The US Food and Drug Administration (FDA) rejected rintatolimod for treatment of ME/CFS in February 2013 due to insufficient efficacy and safety data, but Hemispherx continues to investigate it open-label among ME/CFS patients with low natural killer cell function, a company consultant told Medscape Medical News. (The company is also investigating the drug for treating Ebola and as an adjuvant for intranasal influenza vaccine.[16])

Dr Montoya's team at Stanford has identified several proinflammatory cytokines that are significantly elevated in samples from 200 ME/CFS patients compared with 400 age- and gender-matched controls, and that correlate with illness severity. "A dose-response effect is very powerful in biology. It's an indicator that what you are seeing is real," he told Medscape Medical News.

He believes that in ME/CFS "there is a genetic predisposition for an overwhelming inflammatory response to an infectious agent that was supposed to help the patient but is overwhelming, triggering a tremendous inflammatory cascade."

This model suggests a possible role for anti-inflammatory medications as treatment, he said, noting that both the valganciclovir and rituximab studies suggest proof of concept for that approach.

At a Stanford meeting held earlier this year, Dr Komaroff pointed out that many of the infectious agents that have been linked to ME/CFS—including Epstein-Barr virus,[17] HHV-6,[18]Coxiella burnetii (aka "Q fever"),[19] Ross River virus in Australia,[20] and various enteroviruses[21]—are ones that can't be fully eradicated by the immune system even in healthy people and/or are capable of infecting the central nervous system. This suggests the possibility that some ME/CFS patients may have a chronic, low-level encephalitis, he postulated.

Caveats and Subsets

Still, the large volume of biomarker data doesn't add up to an easy diagnostic test just yet. In the article "Chronic Fatigue Syndrome: The Current Status and Future Potentials of Emerging Biomarkers,"[22] published in June 2014, a team led by Jordan D. Dimitrakoff, PhD, MD, of Harvard School of Public Health provides an overview of published literature on selected potential biomarkers related to neurologic and immunologic components of ME/CFS, summarizing the strengths and weaknesses of each and proposing research approaches that could further their development.
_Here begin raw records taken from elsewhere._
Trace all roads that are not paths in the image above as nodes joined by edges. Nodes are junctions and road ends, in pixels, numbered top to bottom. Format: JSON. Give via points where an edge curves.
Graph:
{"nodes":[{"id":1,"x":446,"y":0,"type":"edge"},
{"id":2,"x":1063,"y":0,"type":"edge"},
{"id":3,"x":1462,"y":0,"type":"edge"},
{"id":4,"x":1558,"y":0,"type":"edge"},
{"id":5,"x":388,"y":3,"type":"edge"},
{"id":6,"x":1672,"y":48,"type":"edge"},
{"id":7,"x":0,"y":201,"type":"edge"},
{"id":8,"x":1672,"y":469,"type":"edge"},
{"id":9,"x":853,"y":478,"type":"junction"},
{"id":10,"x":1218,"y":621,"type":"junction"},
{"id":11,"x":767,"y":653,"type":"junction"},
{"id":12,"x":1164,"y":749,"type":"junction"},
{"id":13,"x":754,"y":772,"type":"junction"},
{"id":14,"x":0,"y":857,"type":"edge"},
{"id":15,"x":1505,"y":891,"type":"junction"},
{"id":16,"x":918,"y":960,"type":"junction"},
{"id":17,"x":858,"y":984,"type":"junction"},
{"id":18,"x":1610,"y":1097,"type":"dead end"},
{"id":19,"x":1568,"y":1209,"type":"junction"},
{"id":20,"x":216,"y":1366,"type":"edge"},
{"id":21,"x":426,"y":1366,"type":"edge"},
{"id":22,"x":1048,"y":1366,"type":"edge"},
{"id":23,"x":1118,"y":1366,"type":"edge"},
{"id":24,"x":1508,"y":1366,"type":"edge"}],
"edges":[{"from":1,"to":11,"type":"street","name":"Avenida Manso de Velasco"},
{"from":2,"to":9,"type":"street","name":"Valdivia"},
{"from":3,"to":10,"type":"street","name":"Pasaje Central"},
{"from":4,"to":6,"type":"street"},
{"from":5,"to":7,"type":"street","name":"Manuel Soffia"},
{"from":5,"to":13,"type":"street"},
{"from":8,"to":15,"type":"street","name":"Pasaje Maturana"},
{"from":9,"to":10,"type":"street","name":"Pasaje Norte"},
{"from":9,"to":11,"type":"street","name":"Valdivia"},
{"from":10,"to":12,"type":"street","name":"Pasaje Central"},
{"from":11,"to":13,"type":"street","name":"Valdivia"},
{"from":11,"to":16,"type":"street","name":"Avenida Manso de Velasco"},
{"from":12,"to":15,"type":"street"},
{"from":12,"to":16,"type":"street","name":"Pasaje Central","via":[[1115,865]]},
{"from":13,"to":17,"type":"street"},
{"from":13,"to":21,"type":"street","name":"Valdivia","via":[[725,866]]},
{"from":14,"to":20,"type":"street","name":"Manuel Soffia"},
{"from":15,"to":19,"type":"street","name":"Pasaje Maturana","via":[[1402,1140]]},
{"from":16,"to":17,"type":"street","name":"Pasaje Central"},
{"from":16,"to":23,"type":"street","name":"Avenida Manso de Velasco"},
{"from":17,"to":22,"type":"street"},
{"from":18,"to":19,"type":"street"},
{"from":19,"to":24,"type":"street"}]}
Among the problems with the biomarker studies, the authors note, are small study sample sizes, the wide heterogeneity of the criteria used for patient selection leading to inconsistent findings, and the overlap of abnormalities found in ME/CFS patients with those of other conditions. Moreover, technologies used in some of the studies, such as functional MRI and cytometry, are too expensive and impractical to be employed routinely in clinical settings.

Nonetheless, they conclude, "Based on the current state of research on the topic, biomarkers offer a strong potential for characterizing [ME/CFS] subgroups in terms of clinical phenotypes, endophenotypes, prognosis, and response to therapy."